## [Study material]
--- START ---

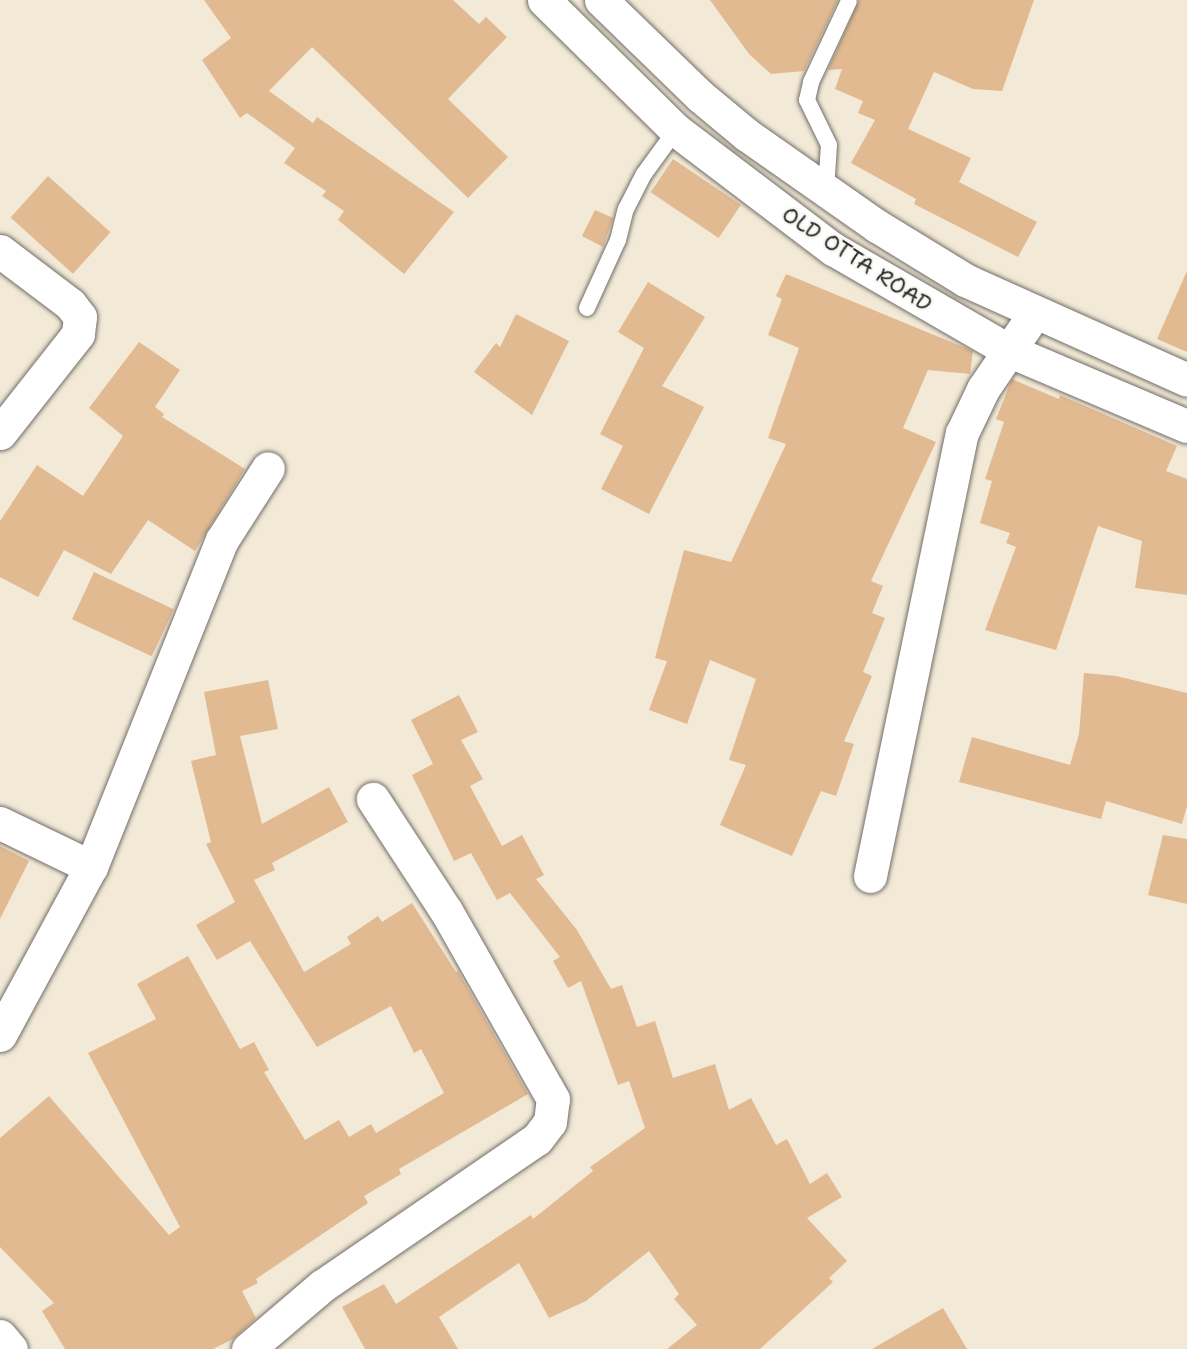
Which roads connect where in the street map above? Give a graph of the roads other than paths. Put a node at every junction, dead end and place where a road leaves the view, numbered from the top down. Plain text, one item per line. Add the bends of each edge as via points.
1 (544, 0) edge
2 (601, 0) edge
3 (849, 1) edge
4 (676, 130) junction
5 (826, 190) junction
6 (0, 251) edge
7 (587, 308) dead end
8 (1034, 314) junction
9 (1010, 351) junction
10 (1187, 380) edge
11 (1187, 426) edge
12 (0, 433) edge
13 (268, 468) dead end
14 (373, 799) dead end
15 (0, 823) edge
16 (91, 867) junction
17 (870, 876) dead end
18 (0, 1035) edge
19 (0, 1336) edge
20 (10, 1349) edge
21 (248, 1349) edge

1 - 4 street, OLD OTTA ROAD
2 - 5 street, OLD OTTA ROAD via 700,96 766,150
3 - 5 lane via 811,82 807,100 828,145
4 - 7 lane via 644,174 626,209 618,240
4 - 9 street, OLD OTTA ROAD via 833,249
5 - 8 street, OLD OTTA ROAD via 965,280
6 - 12 street via 70,304 80,316 78,334
8 - 9 street
8 - 10 street, OLD OTTA ROAD
9 - 11 street, OLD OTTA ROAD
9 - 17 street via 983,389 962,433
13 - 16 street via 222,540
14 - 21 street via 446,911 553,1099 550,1122 537,1139 322,1286
15 - 16 street
16 - 18 street
19 - 20 street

--- END ---

Where an entry contains an image, drop the image and copy everything else word for word.

Which roads connect where in the street map above? Give a graph of the roads other than paths. Put a node at every junction, dead end and place where a road leaves the view, numbered from the top down. Plain text, one item per line. Add the bends of each edge as via points.
1 (544, 0) edge
2 (601, 0) edge
3 (849, 1) edge
4 (676, 130) junction
5 (826, 190) junction
6 (0, 251) edge
7 (587, 308) dead end
8 (1034, 314) junction
9 (1010, 351) junction
10 (1187, 380) edge
11 (1187, 426) edge
12 (0, 433) edge
13 (268, 468) dead end
14 (373, 799) dead end
15 (0, 823) edge
16 (91, 867) junction
17 (870, 876) dead end
18 (0, 1035) edge
19 (0, 1336) edge
20 (10, 1349) edge
21 (248, 1349) edge

1 - 4 street, OLD OTTA ROAD
2 - 5 street, OLD OTTA ROAD via 700,96 766,150
3 - 5 lane via 811,82 807,100 828,145
4 - 7 lane via 644,174 626,209 618,240
4 - 9 street, OLD OTTA ROAD via 833,249
5 - 8 street, OLD OTTA ROAD via 965,280
6 - 12 street via 70,304 80,316 78,334
8 - 9 street
8 - 10 street, OLD OTTA ROAD
9 - 11 street, OLD OTTA ROAD
9 - 17 street via 983,389 962,433
13 - 16 street via 222,540
14 - 21 street via 446,911 553,1099 550,1122 537,1139 322,1286
15 - 16 street
16 - 18 street
19 - 20 street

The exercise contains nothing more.